> **AIM OF THE TASK**
Nothing but the text belongs in the answer: the listing below, copied exactly, without pictures.

> **STORED DATA**
------------------------

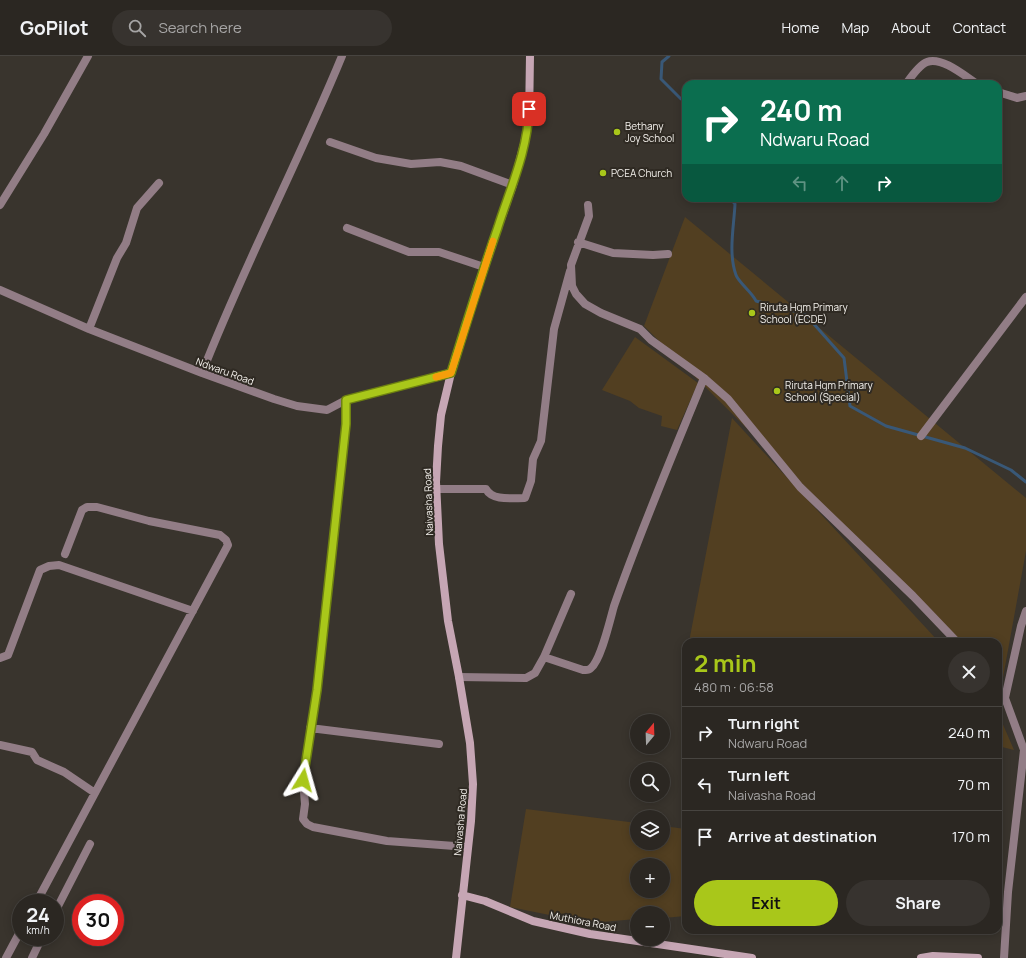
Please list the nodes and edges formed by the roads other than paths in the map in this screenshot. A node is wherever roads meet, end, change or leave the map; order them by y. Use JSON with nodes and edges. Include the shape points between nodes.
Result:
{"nodes":[{"id":1,"x":88,"y":56,"type":"edge"},
{"id":2,"x":342,"y":56,"type":"edge"},
{"id":3,"x":530,"y":56,"type":"edge"},
{"id":4,"x":910,"y":80,"type":"edge"},
{"id":5,"x":971,"y":80,"type":"edge"},
{"id":6,"x":1002,"y":93,"type":"edge"},
{"id":7,"x":1026,"y":96,"type":"edge"},
{"id":8,"x":330,"y":142,"type":"dead end"},
{"id":9,"x":159,"y":183,"type":"dead end"},
{"id":10,"x":513,"y":185,"type":"junction"},
{"id":11,"x":0,"y":205,"type":"edge"},
{"id":12,"x":588,"y":205,"type":"dead end"},
{"id":13,"x":347,"y":228,"type":"dead end"},
{"id":14,"x":578,"y":242,"type":"junction"},
{"id":15,"x":668,"y":254,"type":"dead end"},
{"id":16,"x":571,"y":265,"type":"junction"},
{"id":17,"x":484,"y":267,"type":"junction"},
{"id":18,"x":0,"y":290,"type":"edge"},
{"id":19,"x":1026,"y":297,"type":"edge"},
{"id":20,"x":89,"y":330,"type":"junction"},
{"id":21,"x":202,"y":373,"type":"junction"},
{"id":22,"x":451,"y":373,"type":"junction"},
{"id":23,"x":704,"y":378,"type":"junction"},
{"id":24,"x":346,"y":400,"type":"junction"},
{"id":25,"x":921,"y":436,"type":"dead end"},
{"id":26,"x":436,"y":489,"type":"junction"},
{"id":27,"x":65,"y":554,"type":"dead end"},
{"id":28,"x":571,"y":594,"type":"dead end"},
{"id":29,"x":194,"y":611,"type":"junction"},
{"id":30,"x":1026,"y":611,"type":"edge"},
{"id":31,"x":953,"y":638,"type":"edge"},
{"id":32,"x":544,"y":657,"type":"junction"},
{"id":33,"x":0,"y":658,"type":"edge"},
{"id":34,"x":459,"y":677,"type":"junction"},
{"id":35,"x":1002,"y":694,"type":"edge"},
{"id":36,"x":1005,"y":698,"type":"junction"},
{"id":37,"x":310,"y":728,"type":"junction"},
{"id":38,"x":439,"y":744,"type":"dead end"},
{"id":39,"x":0,"y":745,"type":"edge"},
{"id":40,"x":95,"y":793,"type":"junction"},
{"id":41,"x":90,"y":844,"type":"dead end"},
{"id":42,"x":468,"y":847,"type":"junction"},
{"id":43,"x":41,"y":894,"type":"edge"},
{"id":44,"x":64,"y":895,"type":"edge"},
{"id":45,"x":462,"y":895,"type":"junction"},
{"id":46,"x":12,"y":946,"type":"edge"},
{"id":47,"x":38,"y":946,"type":"edge"},
{"id":48,"x":6,"y":958,"type":"edge"},
{"id":49,"x":32,"y":958,"type":"edge"},
{"id":50,"x":456,"y":958,"type":"edge"},
{"id":51,"x":752,"y":958,"type":"edge"},
{"id":52,"x":921,"y":958,"type":"edge"},
{"id":53,"x":978,"y":958,"type":"edge"},
{"id":54,"x":1004,"y":958,"type":"edge"}],
"edges":[{"from":1,"to":11,"type":"street"},
{"from":2,"to":21,"type":"street"},
{"from":3,"to":10,"type":"main road","name":"Naivasha Road","via":[[529,120]]},
{"from":4,"to":5,"type":"street","via":[[927,62],[936,60]]},
{"from":6,"to":7,"type":"street","via":[[1017,98]]},
{"from":8,"to":10,"type":"street","via":[[376,158],[411,164],[440,162],[462,166]]},
{"from":9,"to":20,"type":"street","via":[[137,208],[126,243],[117,258]]},
{"from":10,"to":17,"type":"main road","name":"Naivasha Road"},
{"from":12,"to":14,"type":"street","via":[[589,216]]},
{"from":13,"to":17,"type":"street","via":[[409,252],[439,252]]},
{"from":14,"to":15,"type":"street","via":[[613,253]]},
{"from":14,"to":16,"type":"street"},
{"from":16,"to":23,"type":"street","via":[[572,286],[586,304],[640,329],[651,340]]},
{"from":16,"to":26,"type":"street","via":[[554,329],[541,441],[533,459],[527,495],[525,498],[495,497],[486,489]]},
{"from":17,"to":22,"type":"main road","name":"Naivasha Road"},
{"from":18,"to":20,"type":"street","name":"Ndwaru Road"},
{"from":19,"to":25,"type":"street"},
{"from":20,"to":21,"type":"street","name":"Ndwaru Road"},
{"from":21,"to":24,"type":"street","name":"Ndwaru Road","via":[[296,406],[327,410]]},
{"from":22,"to":24,"type":"street","name":"Ndwaru Road"},
{"from":22,"to":26,"type":"main road","name":"Naivasha Road","via":[[441,415]]},
{"from":23,"to":31,"type":"street","via":[[728,399],[800,487]]},
{"from":23,"to":32,"type":"street","via":[[642,528],[595,663],[589,670],[582,670]]},
{"from":24,"to":37,"type":"street","via":[[346,424],[336,517],[317,690]]},
{"from":26,"to":34,"type":"main road","name":"Naivasha Road","via":[[448,622]]},
{"from":27,"to":29,"type":"street","via":[[82,510],[86,507],[97,507],[149,521],[220,535],[228,545]]},
{"from":28,"to":32,"type":"street"},
{"from":29,"to":33,"type":"street","via":[[60,565],[49,566],[40,570],[8,655]]},
{"from":29,"to":40,"type":"street"},
{"from":30,"to":36,"type":"street"},
{"from":32,"to":34,"type":"street","via":[[536,673],[526,678]]},
{"from":34,"to":42,"type":"main road","name":"Naivasha Road","via":[[470,743],[473,784]]},
{"from":35,"to":36,"type":"street"},
{"from":36,"to":54,"type":"street","via":[[1024,750]]},
{"from":37,"to":38,"type":"street"},
{"from":37,"to":42,"type":"street","via":[[303,780],[303,819],[306,824],[388,841]]},
{"from":39,"to":40,"type":"street","via":[[32,752],[38,760],[64,772]]},
{"from":40,"to":43,"type":"street"},
{"from":41,"to":44,"type":"street"},
{"from":42,"to":45,"type":"main road","name":"Naivasha Road"},
{"from":45,"to":50,"type":"main road","name":"Naivasha Road"},
{"from":45,"to":51,"type":"main road","name":"Muthiora Road","via":[[485,901],[533,921],[590,934]]},
{"from":46,"to":48,"type":"street"},
{"from":47,"to":49,"type":"street"},
{"from":52,"to":53,"type":"main road"}]}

------------------------

> **SOLUTION TO THE PROBLEM**
Please list the nodes and edges formed by the roads other than paths in the map in this screenshot. A node is wherever roads meet, end, change or leave the map; order them by y. Use JSON with nodes and edges. Include the shape points between nodes.
Result:
{"nodes":[{"id":1,"x":88,"y":56,"type":"edge"},
{"id":2,"x":342,"y":56,"type":"edge"},
{"id":3,"x":530,"y":56,"type":"edge"},
{"id":4,"x":910,"y":80,"type":"edge"},
{"id":5,"x":971,"y":80,"type":"edge"},
{"id":6,"x":1002,"y":93,"type":"edge"},
{"id":7,"x":1026,"y":96,"type":"edge"},
{"id":8,"x":330,"y":142,"type":"dead end"},
{"id":9,"x":159,"y":183,"type":"dead end"},
{"id":10,"x":513,"y":185,"type":"junction"},
{"id":11,"x":0,"y":205,"type":"edge"},
{"id":12,"x":588,"y":205,"type":"dead end"},
{"id":13,"x":347,"y":228,"type":"dead end"},
{"id":14,"x":578,"y":242,"type":"junction"},
{"id":15,"x":668,"y":254,"type":"dead end"},
{"id":16,"x":571,"y":265,"type":"junction"},
{"id":17,"x":484,"y":267,"type":"junction"},
{"id":18,"x":0,"y":290,"type":"edge"},
{"id":19,"x":1026,"y":297,"type":"edge"},
{"id":20,"x":89,"y":330,"type":"junction"},
{"id":21,"x":202,"y":373,"type":"junction"},
{"id":22,"x":451,"y":373,"type":"junction"},
{"id":23,"x":704,"y":378,"type":"junction"},
{"id":24,"x":346,"y":400,"type":"junction"},
{"id":25,"x":921,"y":436,"type":"dead end"},
{"id":26,"x":436,"y":489,"type":"junction"},
{"id":27,"x":65,"y":554,"type":"dead end"},
{"id":28,"x":571,"y":594,"type":"dead end"},
{"id":29,"x":194,"y":611,"type":"junction"},
{"id":30,"x":1026,"y":611,"type":"edge"},
{"id":31,"x":953,"y":638,"type":"edge"},
{"id":32,"x":544,"y":657,"type":"junction"},
{"id":33,"x":0,"y":658,"type":"edge"},
{"id":34,"x":459,"y":677,"type":"junction"},
{"id":35,"x":1002,"y":694,"type":"edge"},
{"id":36,"x":1005,"y":698,"type":"junction"},
{"id":37,"x":310,"y":728,"type":"junction"},
{"id":38,"x":439,"y":744,"type":"dead end"},
{"id":39,"x":0,"y":745,"type":"edge"},
{"id":40,"x":95,"y":793,"type":"junction"},
{"id":41,"x":90,"y":844,"type":"dead end"},
{"id":42,"x":468,"y":847,"type":"junction"},
{"id":43,"x":41,"y":894,"type":"edge"},
{"id":44,"x":64,"y":895,"type":"edge"},
{"id":45,"x":462,"y":895,"type":"junction"},
{"id":46,"x":12,"y":946,"type":"edge"},
{"id":47,"x":38,"y":946,"type":"edge"},
{"id":48,"x":6,"y":958,"type":"edge"},
{"id":49,"x":32,"y":958,"type":"edge"},
{"id":50,"x":456,"y":958,"type":"edge"},
{"id":51,"x":752,"y":958,"type":"edge"},
{"id":52,"x":921,"y":958,"type":"edge"},
{"id":53,"x":978,"y":958,"type":"edge"},
{"id":54,"x":1004,"y":958,"type":"edge"}],
"edges":[{"from":1,"to":11,"type":"street"},
{"from":2,"to":21,"type":"street"},
{"from":3,"to":10,"type":"main road","name":"Naivasha Road","via":[[529,120]]},
{"from":4,"to":5,"type":"street","via":[[927,62],[936,60]]},
{"from":6,"to":7,"type":"street","via":[[1017,98]]},
{"from":8,"to":10,"type":"street","via":[[376,158],[411,164],[440,162],[462,166]]},
{"from":9,"to":20,"type":"street","via":[[137,208],[126,243],[117,258]]},
{"from":10,"to":17,"type":"main road","name":"Naivasha Road"},
{"from":12,"to":14,"type":"street","via":[[589,216]]},
{"from":13,"to":17,"type":"street","via":[[409,252],[439,252]]},
{"from":14,"to":15,"type":"street","via":[[613,253]]},
{"from":14,"to":16,"type":"street"},
{"from":16,"to":23,"type":"street","via":[[572,286],[586,304],[640,329],[651,340]]},
{"from":16,"to":26,"type":"street","via":[[554,329],[541,441],[533,459],[527,495],[525,498],[495,497],[486,489]]},
{"from":17,"to":22,"type":"main road","name":"Naivasha Road"},
{"from":18,"to":20,"type":"street","name":"Ndwaru Road"},
{"from":19,"to":25,"type":"street"},
{"from":20,"to":21,"type":"street","name":"Ndwaru Road"},
{"from":21,"to":24,"type":"street","name":"Ndwaru Road","via":[[296,406],[327,410]]},
{"from":22,"to":24,"type":"street","name":"Ndwaru Road"},
{"from":22,"to":26,"type":"main road","name":"Naivasha Road","via":[[441,415]]},
{"from":23,"to":31,"type":"street","via":[[728,399],[800,487]]},
{"from":23,"to":32,"type":"street","via":[[642,528],[595,663],[589,670],[582,670]]},
{"from":24,"to":37,"type":"street","via":[[346,424],[336,517],[317,690]]},
{"from":26,"to":34,"type":"main road","name":"Naivasha Road","via":[[448,622]]},
{"from":27,"to":29,"type":"street","via":[[82,510],[86,507],[97,507],[149,521],[220,535],[228,545]]},
{"from":28,"to":32,"type":"street"},
{"from":29,"to":33,"type":"street","via":[[60,565],[49,566],[40,570],[8,655]]},
{"from":29,"to":40,"type":"street"},
{"from":30,"to":36,"type":"street"},
{"from":32,"to":34,"type":"street","via":[[536,673],[526,678]]},
{"from":34,"to":42,"type":"main road","name":"Naivasha Road","via":[[470,743],[473,784]]},
{"from":35,"to":36,"type":"street"},
{"from":36,"to":54,"type":"street","via":[[1024,750]]},
{"from":37,"to":38,"type":"street"},
{"from":37,"to":42,"type":"street","via":[[303,780],[303,819],[306,824],[388,841]]},
{"from":39,"to":40,"type":"street","via":[[32,752],[38,760],[64,772]]},
{"from":40,"to":43,"type":"street"},
{"from":41,"to":44,"type":"street"},
{"from":42,"to":45,"type":"main road","name":"Naivasha Road"},
{"from":45,"to":50,"type":"main road","name":"Naivasha Road"},
{"from":45,"to":51,"type":"main road","name":"Muthiora Road","via":[[485,901],[533,921],[590,934]]},
{"from":46,"to":48,"type":"street"},
{"from":47,"to":49,"type":"street"},
{"from":52,"to":53,"type":"main road"}]}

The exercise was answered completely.